Neither chain has been the same since. Subway has struggled annually and is now shedding units and sales. McDonald’s has performed better, but its U.S. traffic has been down all but one year since then.

We say this because the quick-service restaurant sector has spent much of the past two years discounting their menus.

Many of them could find discounts tough to give up.

“When was the last time you paid full price at The Gap?” Lauren Bailey, co-founder and CEO of Phoenix-based restaurant company Upward Projects, said at the Restaurant Leadership Conference this week. “It’s a slippery slope when people only come to you when it’s free, or when it’s an offer.”

For fast-food chains, pricing and discounts are a balancing act. Quick-service concepts do need some form of low-priced offers to get customers in the door. It is a fact of life for a sector that has a high percentage of younger and lower-income consumers.

“Half of our customers are value-oriented,” Jack in the Box CEO Lenny Comma said in February. “We have to present something to them.”

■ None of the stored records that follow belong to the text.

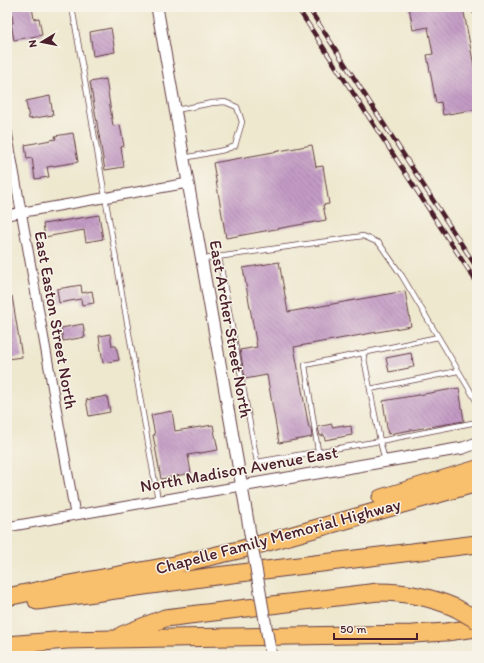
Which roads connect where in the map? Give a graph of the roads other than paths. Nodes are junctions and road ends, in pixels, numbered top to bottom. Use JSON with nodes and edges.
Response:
{"nodes":[{"id":1,"x":72,"y":7,"type":"edge"},
{"id":2,"x":157,"y":7,"type":"edge"},
{"id":3,"x":176,"y":110,"type":"junction"},
{"id":4,"x":7,"y":132,"type":"edge"},
{"id":5,"x":184,"y":158,"type":"junction"},
{"id":6,"x":188,"y":183,"type":"junction"},
{"id":7,"x":105,"y":198,"type":"junction"},
{"id":8,"x":21,"y":212,"type":"junction"},
{"id":9,"x":7,"y":215,"type":"edge"},
{"id":10,"x":219,"y":257,"type":"junction"},
{"id":11,"x":202,"y":260,"type":"junction"},
{"id":12,"x":438,"y":337,"type":"junction"},
{"id":13,"x":363,"y":353,"type":"junction"},
{"id":14,"x":458,"y":371,"type":"junction"},
{"id":15,"x":370,"y":389,"type":"junction"},
{"id":16,"x":477,"y":402,"type":"edge"},
{"id":17,"x":477,"y":422,"type":"edge"},
{"id":18,"x":380,"y":441,"type":"junction"},
{"id":19,"x":477,"y":443,"type":"edge"},
{"id":20,"x":318,"y":451,"type":"junction"},
{"id":21,"x":385,"y":461,"type":"junction"},
{"id":22,"x":477,"y":469,"type":"edge"},
{"id":23,"x":477,"y":483,"type":"edge"},
{"id":24,"x":241,"y":486,"type":"junction"},
{"id":25,"x":158,"y":500,"type":"junction"},
{"id":26,"x":75,"y":514,"type":"junction"},
{"id":27,"x":7,"y":526,"type":"edge"},
{"id":28,"x":477,"y":544,"type":"edge"},
{"id":29,"x":242,"y":549,"type":"junction"},
{"id":30,"x":7,"y":597,"type":"edge"},
{"id":31,"x":7,"y":604,"type":"edge"},
{"id":32,"x":477,"y":616,"type":"edge"},
{"id":33,"x":477,"y":620,"type":"edge"},
{"id":34,"x":477,"y":628,"type":"edge"},
{"id":35,"x":413,"y":634,"type":"junction"},
{"id":36,"x":113,"y":639,"type":"junction"},
{"id":37,"x":7,"y":645,"type":"edge"},
{"id":38,"x":271,"y":656,"type":"edge"}],
"edges":[{"from":1,"to":7,"type":"lane"},
{"from":2,"to":3,"type":"street","name":"East Archer Street North"},
{"from":3,"to":5,"type":"street","name":"East Archer Street North"},
{"from":3,"to":5,"type":"lane"},
{"from":4,"to":8,"type":"street","name":"East Easton Street North"},
{"from":5,"to":6,"type":"street","name":"East Archer Street North"},
{"from":6,"to":7,"type":"street"},
{"from":6,"to":11,"type":"street","name":"East Archer Street North"},
{"from":7,"to":8,"type":"street"},
{"from":7,"to":25,"type":"lane"},
{"from":8,"to":9,"type":"street"},
{"from":8,"to":26,"type":"street","name":"East Easton Street North"},
{"from":10,"to":11,"type":"lane"},
{"from":10,"to":12,"type":"lane"},
{"from":10,"to":20,"type":"lane"},
{"from":11,"to":24,"type":"street","name":"East Archer Street North"},
{"from":12,"to":13,"type":"lane"},
{"from":12,"to":14,"type":"lane"},
{"from":13,"to":15,"type":"lane"},
{"from":13,"to":20,"type":"lane"},
{"from":14,"to":15,"type":"lane"},
{"from":14,"to":16,"type":"lane"},
{"from":15,"to":18,"type":"lane"},
{"from":17,"to":18,"type":"lane"},
{"from":18,"to":20,"type":"lane"},
{"from":18,"to":21,"type":"lane"},
{"from":19,"to":21,"type":"street","name":"North Madison Avenue East"},
{"from":21,"to":24,"type":"street","name":"North Madison Avenue East"},
{"from":22,"to":29,"type":"highway"},
{"from":23,"to":29,"type":"highway","name":"Chapelle Family Memorial Highway"},
{"from":24,"to":25,"type":"street","name":"North Madison Avenue East"},
{"from":24,"to":38,"type":"street","name":"East Archer Street North","bridge":true},
{"from":25,"to":26,"type":"street","name":"North Madison Avenue East"},
{"from":26,"to":27,"type":"street","name":"North Madison Avenue East"},
{"from":28,"to":31,"type":"highway"},
{"from":29,"to":30,"type":"highway","name":"Chapelle Family Memorial Highway"},
{"from":32,"to":35,"type":"highway"},
{"from":33,"to":36,"type":"highway","bridge":true},
{"from":34,"to":35,"type":"highway"},
{"from":35,"to":36,"type":"highway"},
{"from":36,"to":37,"type":"highway"}]}
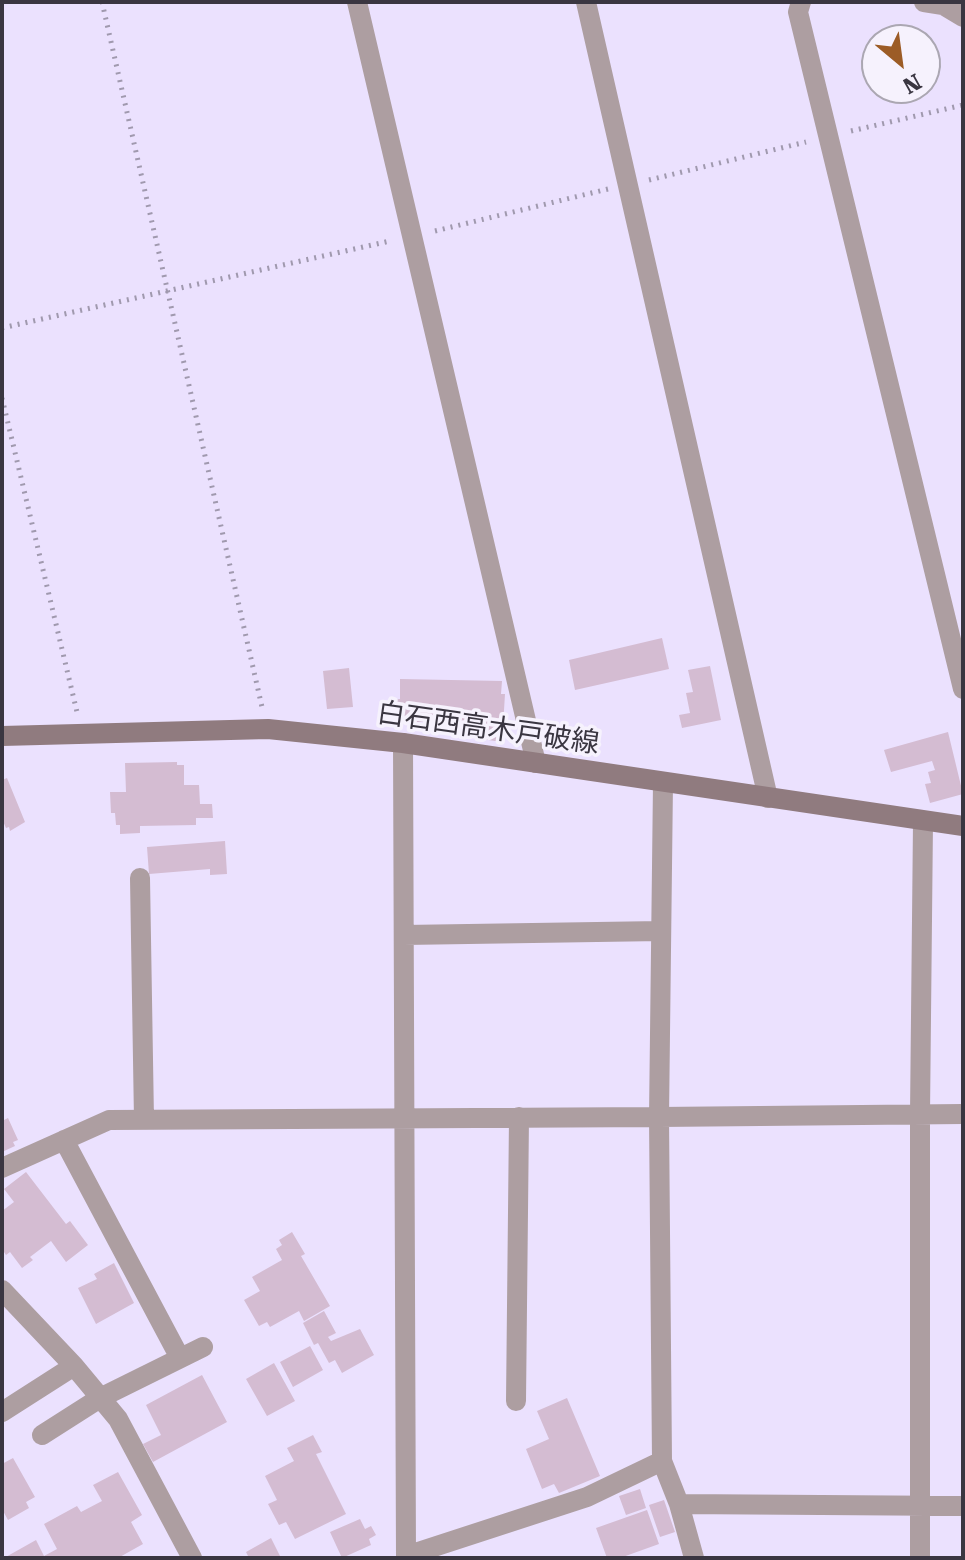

This could become more important over time because the convenience market, to which these chains have staked their claims over the years, is increasingly competitive. Think about it: If you can order delivery or online, maybe you might be less likely to go to a drive-thru.

Yet discounting too much is a trap. Training customers to only come into the restaurants when there is a deal gets customers accustomed to those low prices.

Restaurant chains have time and again fallen into this trap, and many now have little choice but to keep it up.

Burger King, for instance, could face a big challenge if it tries to evolve beyond its discounting strategy. In the fourth quarter last year, as Dan Accordino, CEO of BK's largest operator, Carrols Restaurant Group, noted in February, the chain offered a two-for-$6 Mix & Match deal, a $3.49 King Deal, a two-for-$10 deal and a $6 box, plus $1 10-piece chicken nuggets. And while the chain has routinely offered premium items—and its test of a $5-plus Impossible Whopper could promise another one—that’s nevertheless a lot of discounts.

The chain’s $5 monthly coffee subscription, while innovative and a potentially groundbreaking move in the industry, is yet another example.

Burger King is hardly the only one. Quick-service chains from Taco Bell and Del Taco to McDonald’s, Jack in the Box and Wendy’s have all, to one degree or another, promoted discounts during a particularly competitive period in the industry.

And they’ve done this even while decrying the practice. Comma, for instance, said back in August that “deep discounting” was “not in the best interest for the long-term health of the brand.”

McDonald’s has long said it needs value, but not too much of it.

“We strive to be competitive on value,” McDonald’s CFO Kevin Ozan said last year, according to financial services site Sentieo. “We don’t strive to win on value.”

Quick-service chains have been walking a tightrope on value in recent years. They may need to be careful that they don’t fall off.